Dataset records
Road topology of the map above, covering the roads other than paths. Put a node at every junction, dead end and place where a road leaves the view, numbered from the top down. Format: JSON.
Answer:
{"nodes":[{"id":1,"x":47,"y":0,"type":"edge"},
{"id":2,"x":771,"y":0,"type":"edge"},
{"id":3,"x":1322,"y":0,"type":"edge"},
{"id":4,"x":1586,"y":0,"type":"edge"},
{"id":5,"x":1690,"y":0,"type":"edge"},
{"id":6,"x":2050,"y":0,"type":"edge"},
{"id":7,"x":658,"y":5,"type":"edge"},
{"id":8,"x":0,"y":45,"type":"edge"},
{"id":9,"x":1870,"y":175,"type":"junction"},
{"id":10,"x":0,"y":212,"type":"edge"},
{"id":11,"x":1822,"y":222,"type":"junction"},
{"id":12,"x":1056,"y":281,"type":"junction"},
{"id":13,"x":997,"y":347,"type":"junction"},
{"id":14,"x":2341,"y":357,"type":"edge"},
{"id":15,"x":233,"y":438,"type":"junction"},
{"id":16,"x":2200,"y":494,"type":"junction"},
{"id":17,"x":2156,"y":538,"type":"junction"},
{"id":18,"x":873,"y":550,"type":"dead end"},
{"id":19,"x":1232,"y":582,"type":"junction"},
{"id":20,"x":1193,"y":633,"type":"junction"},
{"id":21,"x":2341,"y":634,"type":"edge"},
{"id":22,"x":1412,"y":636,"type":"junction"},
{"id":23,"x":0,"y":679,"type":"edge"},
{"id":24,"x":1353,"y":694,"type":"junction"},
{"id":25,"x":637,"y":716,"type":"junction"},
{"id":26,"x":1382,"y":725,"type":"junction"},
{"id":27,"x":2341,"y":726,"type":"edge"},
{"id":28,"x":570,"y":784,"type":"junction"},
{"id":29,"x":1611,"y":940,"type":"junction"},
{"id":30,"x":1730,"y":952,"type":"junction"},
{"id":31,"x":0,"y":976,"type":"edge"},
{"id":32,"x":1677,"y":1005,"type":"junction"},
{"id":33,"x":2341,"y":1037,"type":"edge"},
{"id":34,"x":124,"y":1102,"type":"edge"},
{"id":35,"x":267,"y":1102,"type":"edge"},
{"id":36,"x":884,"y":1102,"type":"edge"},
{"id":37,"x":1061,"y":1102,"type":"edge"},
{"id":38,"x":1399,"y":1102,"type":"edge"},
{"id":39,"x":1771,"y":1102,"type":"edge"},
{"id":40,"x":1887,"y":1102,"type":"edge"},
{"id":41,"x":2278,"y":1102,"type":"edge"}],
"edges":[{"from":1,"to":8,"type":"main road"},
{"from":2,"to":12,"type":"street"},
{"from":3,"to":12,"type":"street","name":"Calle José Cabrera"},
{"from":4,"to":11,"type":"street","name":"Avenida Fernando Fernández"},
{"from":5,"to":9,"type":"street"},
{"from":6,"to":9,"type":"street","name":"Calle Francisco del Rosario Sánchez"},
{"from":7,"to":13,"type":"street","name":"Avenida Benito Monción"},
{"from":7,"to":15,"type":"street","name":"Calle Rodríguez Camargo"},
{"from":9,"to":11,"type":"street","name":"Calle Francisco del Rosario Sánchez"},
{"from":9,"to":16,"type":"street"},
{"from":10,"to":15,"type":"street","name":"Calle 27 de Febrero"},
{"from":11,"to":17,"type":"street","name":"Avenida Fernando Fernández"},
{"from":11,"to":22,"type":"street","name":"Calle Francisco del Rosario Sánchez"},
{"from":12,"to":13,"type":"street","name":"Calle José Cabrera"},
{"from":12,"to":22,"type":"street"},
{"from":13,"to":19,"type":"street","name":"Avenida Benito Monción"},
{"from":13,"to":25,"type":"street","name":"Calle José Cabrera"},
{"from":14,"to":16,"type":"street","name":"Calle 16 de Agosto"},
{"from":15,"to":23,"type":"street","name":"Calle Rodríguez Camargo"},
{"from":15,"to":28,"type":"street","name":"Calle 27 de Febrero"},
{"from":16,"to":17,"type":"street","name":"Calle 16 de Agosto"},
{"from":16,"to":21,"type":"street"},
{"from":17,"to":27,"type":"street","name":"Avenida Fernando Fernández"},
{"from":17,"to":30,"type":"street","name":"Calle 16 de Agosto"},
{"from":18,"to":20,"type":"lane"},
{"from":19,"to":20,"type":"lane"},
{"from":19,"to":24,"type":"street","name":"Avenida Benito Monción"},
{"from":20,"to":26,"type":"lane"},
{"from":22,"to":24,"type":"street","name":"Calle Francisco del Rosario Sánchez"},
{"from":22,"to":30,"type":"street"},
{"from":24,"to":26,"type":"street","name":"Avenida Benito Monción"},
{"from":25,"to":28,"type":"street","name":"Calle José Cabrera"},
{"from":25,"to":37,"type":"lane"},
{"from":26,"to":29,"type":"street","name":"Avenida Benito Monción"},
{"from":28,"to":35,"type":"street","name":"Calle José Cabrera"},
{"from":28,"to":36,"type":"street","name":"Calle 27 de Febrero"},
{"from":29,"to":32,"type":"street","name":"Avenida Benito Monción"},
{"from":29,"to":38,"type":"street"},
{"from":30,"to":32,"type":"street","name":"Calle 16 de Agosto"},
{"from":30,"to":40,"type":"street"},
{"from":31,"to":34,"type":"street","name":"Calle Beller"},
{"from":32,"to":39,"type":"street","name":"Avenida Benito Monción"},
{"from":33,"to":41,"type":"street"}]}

(WORK REQUIRED) Find "Cabrera" in the data above. Report each line where it appears.

(OUTPUT)
{"from":3,"to":12,"type":"street","name":"Calle José Cabrera"},
{"from":12,"to":13,"type":"street","name":"Calle José Cabrera"},
{"from":13,"to":25,"type":"street","name":"Calle José Cabrera"},
{"from":25,"to":28,"type":"street","name":"Calle José Cabrera"},
{"from":28,"to":35,"type":"street","name":"Calle José Cabrera"},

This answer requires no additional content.